How to Structure a SAFE for Indian Startups
Since pure US-style SAFEs are not a recognized instrument under Indian law, structuring one requires legal creativity. Here are the two most common approaches used by Indian startups.
Approach 1: SAFE-Equivalent CCPS
Issue compulsorily convertible preference shares (CCPS) that replicate SAFE economics:
- Zero or nominal dividend rate (mimics no-interest SAFE)
- Compulsory conversion on the next equity financing round exceeding a minimum threshold
- Conversion price determined by valuation cap or discount, whichever gives the investor a lower price
- No maturity or redemption right (the CCPS sits on the cap table until a trigger event)
- Liquidation preference: investor gets their money back before equity holders in case of dissolution
This approach works well because CCPS is a recognized instrument under both the Companies Act (Section 55) and FEMA. Authorized dealer banks can process FC-GPR filings for CCPS without confusion.
Approach 2: SAFE-Equivalent CCD with Modified Terms
Issue a compulsorily convertible debenture with SAFE-like terms:
- Interest rate set at 0.01% (nominal; a true 0% may face scrutiny since debentures are technically debt)
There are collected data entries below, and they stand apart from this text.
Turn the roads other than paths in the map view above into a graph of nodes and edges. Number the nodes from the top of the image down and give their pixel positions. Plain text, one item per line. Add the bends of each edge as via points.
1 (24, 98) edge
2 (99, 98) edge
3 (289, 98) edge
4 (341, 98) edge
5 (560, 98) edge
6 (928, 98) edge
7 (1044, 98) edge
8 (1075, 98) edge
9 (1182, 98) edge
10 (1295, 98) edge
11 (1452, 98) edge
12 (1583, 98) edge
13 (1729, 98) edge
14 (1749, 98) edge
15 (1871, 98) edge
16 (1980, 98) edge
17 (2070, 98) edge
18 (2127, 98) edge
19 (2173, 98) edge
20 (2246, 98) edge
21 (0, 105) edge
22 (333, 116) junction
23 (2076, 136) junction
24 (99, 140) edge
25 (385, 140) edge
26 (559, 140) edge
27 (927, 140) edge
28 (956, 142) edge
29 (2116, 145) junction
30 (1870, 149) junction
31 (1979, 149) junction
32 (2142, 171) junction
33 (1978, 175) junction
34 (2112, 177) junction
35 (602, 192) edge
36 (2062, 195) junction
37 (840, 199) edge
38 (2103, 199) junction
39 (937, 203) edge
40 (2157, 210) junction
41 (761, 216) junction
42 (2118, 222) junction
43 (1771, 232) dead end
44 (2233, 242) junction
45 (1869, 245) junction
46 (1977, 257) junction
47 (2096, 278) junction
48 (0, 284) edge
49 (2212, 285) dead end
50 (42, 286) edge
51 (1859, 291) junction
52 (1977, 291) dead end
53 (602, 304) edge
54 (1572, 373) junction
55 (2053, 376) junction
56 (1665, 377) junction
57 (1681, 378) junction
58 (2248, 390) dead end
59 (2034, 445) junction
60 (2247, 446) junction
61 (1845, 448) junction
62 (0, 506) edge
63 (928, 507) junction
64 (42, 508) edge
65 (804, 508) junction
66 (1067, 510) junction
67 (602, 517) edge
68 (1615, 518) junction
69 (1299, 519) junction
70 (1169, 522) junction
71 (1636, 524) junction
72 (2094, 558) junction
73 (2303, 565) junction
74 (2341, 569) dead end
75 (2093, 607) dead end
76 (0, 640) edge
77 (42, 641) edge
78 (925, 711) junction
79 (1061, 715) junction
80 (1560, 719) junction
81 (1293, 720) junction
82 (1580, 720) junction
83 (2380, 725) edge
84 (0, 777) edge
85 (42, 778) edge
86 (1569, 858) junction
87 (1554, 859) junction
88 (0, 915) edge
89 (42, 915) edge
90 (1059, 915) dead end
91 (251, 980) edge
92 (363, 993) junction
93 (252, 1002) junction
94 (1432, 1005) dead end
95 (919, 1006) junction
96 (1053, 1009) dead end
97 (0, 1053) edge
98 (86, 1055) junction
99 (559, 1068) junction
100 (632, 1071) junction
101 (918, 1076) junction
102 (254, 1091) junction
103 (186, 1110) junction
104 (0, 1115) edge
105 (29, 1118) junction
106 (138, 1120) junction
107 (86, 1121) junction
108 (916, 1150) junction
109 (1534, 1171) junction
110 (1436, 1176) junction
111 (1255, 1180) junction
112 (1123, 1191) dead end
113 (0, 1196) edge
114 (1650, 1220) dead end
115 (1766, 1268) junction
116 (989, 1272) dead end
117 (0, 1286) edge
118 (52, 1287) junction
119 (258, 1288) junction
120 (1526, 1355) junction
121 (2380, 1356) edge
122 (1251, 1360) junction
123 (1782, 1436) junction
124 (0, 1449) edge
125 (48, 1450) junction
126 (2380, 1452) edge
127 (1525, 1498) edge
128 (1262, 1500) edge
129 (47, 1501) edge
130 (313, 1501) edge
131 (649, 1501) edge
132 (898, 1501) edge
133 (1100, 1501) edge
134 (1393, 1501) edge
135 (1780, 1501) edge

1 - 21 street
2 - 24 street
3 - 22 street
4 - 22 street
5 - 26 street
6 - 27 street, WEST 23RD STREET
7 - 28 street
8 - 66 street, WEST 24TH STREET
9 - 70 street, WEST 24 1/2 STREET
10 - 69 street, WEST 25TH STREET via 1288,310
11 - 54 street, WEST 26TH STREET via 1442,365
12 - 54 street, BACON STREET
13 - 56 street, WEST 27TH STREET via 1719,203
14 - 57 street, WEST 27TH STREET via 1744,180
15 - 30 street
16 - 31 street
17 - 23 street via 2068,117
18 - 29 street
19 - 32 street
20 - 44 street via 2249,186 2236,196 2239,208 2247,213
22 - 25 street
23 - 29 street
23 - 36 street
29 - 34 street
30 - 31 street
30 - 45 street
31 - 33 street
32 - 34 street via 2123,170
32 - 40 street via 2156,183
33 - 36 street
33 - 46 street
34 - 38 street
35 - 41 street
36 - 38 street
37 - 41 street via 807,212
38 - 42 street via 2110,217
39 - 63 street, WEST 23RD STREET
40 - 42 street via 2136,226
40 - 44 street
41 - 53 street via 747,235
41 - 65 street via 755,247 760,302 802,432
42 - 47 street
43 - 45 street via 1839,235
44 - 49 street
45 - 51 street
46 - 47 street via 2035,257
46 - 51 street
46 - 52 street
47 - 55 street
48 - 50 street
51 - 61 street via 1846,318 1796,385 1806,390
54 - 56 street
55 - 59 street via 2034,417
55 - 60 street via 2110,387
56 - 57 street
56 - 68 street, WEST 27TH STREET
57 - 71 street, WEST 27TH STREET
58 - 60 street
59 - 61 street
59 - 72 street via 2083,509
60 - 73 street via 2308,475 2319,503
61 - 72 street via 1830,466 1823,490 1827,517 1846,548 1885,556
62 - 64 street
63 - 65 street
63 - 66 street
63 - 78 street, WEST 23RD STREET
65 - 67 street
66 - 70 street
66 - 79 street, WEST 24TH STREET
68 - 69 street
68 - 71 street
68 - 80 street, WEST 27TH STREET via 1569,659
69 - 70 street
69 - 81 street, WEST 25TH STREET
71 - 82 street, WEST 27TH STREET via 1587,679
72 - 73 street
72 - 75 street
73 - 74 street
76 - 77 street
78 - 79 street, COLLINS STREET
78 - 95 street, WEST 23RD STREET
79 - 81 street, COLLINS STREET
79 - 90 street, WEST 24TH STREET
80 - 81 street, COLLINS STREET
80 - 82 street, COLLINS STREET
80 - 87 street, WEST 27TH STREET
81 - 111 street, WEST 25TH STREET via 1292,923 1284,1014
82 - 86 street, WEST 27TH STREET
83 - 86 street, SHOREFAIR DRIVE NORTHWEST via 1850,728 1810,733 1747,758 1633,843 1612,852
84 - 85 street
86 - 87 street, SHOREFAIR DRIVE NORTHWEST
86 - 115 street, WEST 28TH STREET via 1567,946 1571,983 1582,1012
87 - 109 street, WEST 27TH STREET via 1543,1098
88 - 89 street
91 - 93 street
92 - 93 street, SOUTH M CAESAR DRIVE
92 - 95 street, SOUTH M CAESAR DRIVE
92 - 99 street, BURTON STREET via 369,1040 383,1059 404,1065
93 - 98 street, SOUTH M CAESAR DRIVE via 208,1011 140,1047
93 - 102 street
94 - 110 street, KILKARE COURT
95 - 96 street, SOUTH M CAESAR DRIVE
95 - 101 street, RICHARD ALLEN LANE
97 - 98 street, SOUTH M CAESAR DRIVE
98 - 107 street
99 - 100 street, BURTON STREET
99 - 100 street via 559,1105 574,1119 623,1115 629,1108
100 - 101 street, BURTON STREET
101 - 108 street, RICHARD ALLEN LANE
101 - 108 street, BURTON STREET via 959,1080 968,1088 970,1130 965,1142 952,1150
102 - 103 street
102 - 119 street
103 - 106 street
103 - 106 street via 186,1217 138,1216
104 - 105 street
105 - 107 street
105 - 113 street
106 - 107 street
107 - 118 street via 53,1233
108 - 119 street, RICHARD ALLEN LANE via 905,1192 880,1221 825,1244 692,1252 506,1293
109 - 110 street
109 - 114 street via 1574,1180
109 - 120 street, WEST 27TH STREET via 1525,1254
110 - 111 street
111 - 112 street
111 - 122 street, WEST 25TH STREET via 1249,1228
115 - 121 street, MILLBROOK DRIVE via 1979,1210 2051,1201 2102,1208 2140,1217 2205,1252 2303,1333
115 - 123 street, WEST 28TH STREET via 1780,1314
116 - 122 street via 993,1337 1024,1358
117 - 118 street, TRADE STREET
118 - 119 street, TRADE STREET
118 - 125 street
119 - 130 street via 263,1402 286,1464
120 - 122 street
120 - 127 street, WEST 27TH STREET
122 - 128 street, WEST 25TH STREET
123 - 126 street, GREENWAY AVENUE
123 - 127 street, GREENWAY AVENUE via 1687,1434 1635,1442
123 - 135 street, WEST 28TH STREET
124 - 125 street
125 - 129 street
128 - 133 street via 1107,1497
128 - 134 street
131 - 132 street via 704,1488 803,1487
- No fixed maturity date (conversion is triggered by the next qualifying round, acquisition, or dissolution)
- Conversion mechanics identical to a SAFE: valuation cap, discount, or both
- No repayment right on maturity (since there is no maturity)
This approach is less common than CCPS because debentures without a maturity date may attract questions from ROC or auditors. Most startup lawyers prefer the CCPS route for SAFE-equivalent instruments.
Process for Issuing SAFE-Equivalent CCPS
- Pass a board resolution approving the issuance of CCPS
- Pass an ordinary resolution at a general meeting (special resolution if authorized share capital needs increase)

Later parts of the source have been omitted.